• **What to do**:
Whenever "North" occurs in a line of the material, list that line.
Records for the exercise START
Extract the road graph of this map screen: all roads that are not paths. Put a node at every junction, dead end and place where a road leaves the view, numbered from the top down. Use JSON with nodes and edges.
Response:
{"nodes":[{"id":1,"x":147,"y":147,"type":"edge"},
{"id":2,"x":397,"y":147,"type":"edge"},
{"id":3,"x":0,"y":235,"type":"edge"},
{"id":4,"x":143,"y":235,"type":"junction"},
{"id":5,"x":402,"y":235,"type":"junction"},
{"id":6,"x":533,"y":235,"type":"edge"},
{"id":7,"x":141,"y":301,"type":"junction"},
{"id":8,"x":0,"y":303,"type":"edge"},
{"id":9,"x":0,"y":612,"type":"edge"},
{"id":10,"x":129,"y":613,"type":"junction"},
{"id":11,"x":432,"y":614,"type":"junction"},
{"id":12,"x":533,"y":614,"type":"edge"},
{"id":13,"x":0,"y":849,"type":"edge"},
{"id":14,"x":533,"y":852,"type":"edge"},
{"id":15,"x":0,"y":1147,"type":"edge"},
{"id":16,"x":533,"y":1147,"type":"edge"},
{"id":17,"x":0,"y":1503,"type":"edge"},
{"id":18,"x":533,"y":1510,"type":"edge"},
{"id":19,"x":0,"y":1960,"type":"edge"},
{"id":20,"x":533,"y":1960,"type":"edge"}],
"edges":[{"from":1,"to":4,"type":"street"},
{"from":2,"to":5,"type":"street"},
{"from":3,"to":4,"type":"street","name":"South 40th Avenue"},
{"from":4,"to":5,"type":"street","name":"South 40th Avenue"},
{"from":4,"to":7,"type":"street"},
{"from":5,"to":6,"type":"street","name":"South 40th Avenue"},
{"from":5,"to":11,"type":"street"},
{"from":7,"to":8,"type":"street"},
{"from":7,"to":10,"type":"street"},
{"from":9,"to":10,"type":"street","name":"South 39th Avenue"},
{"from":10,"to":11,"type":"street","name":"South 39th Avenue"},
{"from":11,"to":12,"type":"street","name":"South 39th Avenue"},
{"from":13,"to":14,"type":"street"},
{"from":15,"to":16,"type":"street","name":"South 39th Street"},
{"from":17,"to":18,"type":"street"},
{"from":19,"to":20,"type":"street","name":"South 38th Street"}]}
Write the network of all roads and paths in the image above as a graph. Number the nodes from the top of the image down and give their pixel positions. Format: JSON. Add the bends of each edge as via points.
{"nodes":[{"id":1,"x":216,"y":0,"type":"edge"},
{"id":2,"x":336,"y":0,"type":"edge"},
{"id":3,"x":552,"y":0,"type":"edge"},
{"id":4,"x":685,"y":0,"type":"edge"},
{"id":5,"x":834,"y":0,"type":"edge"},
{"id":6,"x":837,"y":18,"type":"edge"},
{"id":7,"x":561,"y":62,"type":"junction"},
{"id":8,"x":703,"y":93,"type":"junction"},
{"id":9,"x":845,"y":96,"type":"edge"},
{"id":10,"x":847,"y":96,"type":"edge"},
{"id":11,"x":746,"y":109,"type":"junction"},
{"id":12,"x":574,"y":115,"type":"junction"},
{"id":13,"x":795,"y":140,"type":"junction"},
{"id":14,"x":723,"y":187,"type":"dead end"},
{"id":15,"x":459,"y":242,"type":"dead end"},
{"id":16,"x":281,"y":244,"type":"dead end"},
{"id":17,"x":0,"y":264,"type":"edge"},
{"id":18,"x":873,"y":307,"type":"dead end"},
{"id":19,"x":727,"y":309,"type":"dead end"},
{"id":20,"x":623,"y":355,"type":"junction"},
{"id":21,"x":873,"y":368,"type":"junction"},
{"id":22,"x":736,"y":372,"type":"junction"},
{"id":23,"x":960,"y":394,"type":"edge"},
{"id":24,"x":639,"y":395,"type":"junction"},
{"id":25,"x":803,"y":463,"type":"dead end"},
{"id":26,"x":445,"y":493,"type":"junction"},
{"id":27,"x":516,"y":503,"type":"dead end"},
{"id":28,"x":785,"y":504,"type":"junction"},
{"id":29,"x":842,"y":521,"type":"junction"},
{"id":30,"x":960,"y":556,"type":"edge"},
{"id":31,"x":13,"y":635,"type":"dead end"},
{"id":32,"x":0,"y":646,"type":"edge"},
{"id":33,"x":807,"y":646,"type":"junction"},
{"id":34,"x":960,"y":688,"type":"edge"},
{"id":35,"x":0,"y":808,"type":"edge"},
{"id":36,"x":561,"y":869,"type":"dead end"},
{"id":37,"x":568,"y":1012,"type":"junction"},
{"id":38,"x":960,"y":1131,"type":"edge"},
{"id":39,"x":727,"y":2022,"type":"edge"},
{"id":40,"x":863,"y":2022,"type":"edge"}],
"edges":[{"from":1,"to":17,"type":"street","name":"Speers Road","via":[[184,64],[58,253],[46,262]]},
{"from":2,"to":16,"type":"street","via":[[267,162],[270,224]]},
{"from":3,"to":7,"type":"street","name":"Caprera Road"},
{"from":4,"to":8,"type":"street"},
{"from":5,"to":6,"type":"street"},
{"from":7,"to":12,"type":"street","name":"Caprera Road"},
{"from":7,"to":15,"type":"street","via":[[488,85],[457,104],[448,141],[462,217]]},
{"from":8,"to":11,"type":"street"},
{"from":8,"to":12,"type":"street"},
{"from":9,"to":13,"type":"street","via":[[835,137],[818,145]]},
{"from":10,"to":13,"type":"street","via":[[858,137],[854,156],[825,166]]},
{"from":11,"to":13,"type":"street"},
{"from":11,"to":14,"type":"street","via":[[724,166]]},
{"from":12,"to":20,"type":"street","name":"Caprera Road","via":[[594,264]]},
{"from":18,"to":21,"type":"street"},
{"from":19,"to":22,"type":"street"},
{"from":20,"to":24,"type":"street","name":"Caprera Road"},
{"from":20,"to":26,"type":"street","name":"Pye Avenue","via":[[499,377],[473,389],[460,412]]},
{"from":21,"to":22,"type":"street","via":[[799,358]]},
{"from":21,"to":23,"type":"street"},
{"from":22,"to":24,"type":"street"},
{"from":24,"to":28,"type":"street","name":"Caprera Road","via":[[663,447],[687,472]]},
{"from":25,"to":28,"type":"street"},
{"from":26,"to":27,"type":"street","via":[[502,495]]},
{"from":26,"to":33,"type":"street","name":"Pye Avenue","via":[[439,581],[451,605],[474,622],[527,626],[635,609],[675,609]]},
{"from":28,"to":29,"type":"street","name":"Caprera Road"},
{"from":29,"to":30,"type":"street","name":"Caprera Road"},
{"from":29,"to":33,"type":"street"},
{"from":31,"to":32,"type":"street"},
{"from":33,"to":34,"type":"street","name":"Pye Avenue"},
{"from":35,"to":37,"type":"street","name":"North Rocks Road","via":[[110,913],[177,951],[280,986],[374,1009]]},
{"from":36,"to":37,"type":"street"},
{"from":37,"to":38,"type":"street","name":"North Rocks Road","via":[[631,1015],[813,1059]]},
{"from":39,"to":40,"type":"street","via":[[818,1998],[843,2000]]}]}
Records for the exercise END
• **Solution for this task**:
{"from":35,"to":37,"type":"street","name":"North Rocks Road","via":[[110,913],[177,951],[280,986],[374,1009]]},
{"from":37,"to":38,"type":"street","name":"North Rocks Road","via":[[631,1015],[813,1059]]},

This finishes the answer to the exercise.